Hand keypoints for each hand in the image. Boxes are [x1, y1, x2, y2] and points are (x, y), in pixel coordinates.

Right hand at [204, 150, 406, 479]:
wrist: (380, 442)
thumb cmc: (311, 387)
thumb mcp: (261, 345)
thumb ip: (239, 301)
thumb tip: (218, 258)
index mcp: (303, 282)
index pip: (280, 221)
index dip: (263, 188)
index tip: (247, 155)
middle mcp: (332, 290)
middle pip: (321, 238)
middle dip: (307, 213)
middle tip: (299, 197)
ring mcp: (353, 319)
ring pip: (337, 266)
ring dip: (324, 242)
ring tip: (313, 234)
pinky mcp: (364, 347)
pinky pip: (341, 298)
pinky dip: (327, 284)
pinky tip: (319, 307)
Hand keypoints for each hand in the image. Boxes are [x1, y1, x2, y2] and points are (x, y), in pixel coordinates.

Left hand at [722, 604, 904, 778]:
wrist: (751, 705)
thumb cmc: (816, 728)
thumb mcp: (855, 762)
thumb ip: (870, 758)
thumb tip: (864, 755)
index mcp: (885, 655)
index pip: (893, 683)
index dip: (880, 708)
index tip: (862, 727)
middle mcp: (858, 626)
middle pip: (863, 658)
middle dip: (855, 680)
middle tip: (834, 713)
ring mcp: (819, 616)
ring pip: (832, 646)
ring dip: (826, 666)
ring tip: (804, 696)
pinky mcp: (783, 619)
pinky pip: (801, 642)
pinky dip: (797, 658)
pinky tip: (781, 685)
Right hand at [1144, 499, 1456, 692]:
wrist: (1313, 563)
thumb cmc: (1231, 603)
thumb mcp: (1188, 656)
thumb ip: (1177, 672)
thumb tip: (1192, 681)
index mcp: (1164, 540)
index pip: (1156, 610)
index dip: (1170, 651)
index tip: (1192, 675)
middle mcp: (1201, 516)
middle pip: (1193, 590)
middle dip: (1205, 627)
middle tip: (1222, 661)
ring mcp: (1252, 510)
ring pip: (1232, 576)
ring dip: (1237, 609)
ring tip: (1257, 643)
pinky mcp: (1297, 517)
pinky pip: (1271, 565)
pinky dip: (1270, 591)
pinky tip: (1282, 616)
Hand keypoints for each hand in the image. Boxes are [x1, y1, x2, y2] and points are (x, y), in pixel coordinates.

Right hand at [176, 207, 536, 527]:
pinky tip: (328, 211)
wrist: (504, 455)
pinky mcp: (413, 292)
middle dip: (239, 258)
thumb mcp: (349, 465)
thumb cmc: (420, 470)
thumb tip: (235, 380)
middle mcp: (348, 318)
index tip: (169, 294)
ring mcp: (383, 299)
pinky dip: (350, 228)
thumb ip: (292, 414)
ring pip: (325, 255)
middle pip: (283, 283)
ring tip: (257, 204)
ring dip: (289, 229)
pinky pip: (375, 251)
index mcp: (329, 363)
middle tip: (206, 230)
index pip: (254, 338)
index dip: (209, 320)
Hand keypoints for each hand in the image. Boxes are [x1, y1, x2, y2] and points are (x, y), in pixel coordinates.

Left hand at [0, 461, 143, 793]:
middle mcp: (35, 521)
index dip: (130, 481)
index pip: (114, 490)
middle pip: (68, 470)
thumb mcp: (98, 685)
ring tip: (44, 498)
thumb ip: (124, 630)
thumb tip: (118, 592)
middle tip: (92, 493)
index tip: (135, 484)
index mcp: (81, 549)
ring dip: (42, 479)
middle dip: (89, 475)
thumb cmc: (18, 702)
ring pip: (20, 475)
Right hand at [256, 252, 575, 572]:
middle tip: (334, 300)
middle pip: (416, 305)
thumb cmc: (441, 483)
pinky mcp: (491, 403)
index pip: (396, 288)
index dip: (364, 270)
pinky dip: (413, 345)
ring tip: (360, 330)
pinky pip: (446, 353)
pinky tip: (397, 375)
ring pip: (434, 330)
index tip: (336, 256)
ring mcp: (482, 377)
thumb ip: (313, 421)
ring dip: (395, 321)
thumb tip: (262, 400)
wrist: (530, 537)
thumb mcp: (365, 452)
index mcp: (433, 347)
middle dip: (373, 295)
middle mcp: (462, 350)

______________________________

• [WORK TO COMPLETE]
Only the stretch of lines that begins with the one holding "index dip: (130, 481)" and ends with the last line above belongs in the answer; please write it out exactly.

• [RESULT OF THE TASK]
index dip: (130, 481)
index pip: (114, 490)
middle pip: (68, 470)
thumb mcp: (98, 685)
ring tip: (44, 498)
thumb ip: (124, 630)
thumb tip: (118, 592)
middle tip: (92, 493)
index tip: (135, 484)
index mcp: (81, 549)
ring dip: (42, 479)
middle dip: (89, 475)
thumb cmc: (18, 702)
ring pip: (20, 475)
Right hand at [256, 252, 575, 572]:
middle tip: (334, 300)
middle pip: (416, 305)
thumb cmc: (441, 483)
pinky mcp: (491, 403)
index pip: (396, 288)
index dip: (364, 270)
pinky dip: (413, 345)
ring tip: (360, 330)
pinky pip: (446, 353)
pinky tip: (397, 375)
ring pip: (434, 330)
index tip: (336, 256)
ring mcp: (482, 377)
thumb ip: (313, 421)
ring dip: (395, 321)
thumb tip: (262, 400)
wrist: (530, 537)
thumb mcp: (365, 452)
index mcp: (433, 347)
middle dip: (373, 295)
middle mcp: (462, 350)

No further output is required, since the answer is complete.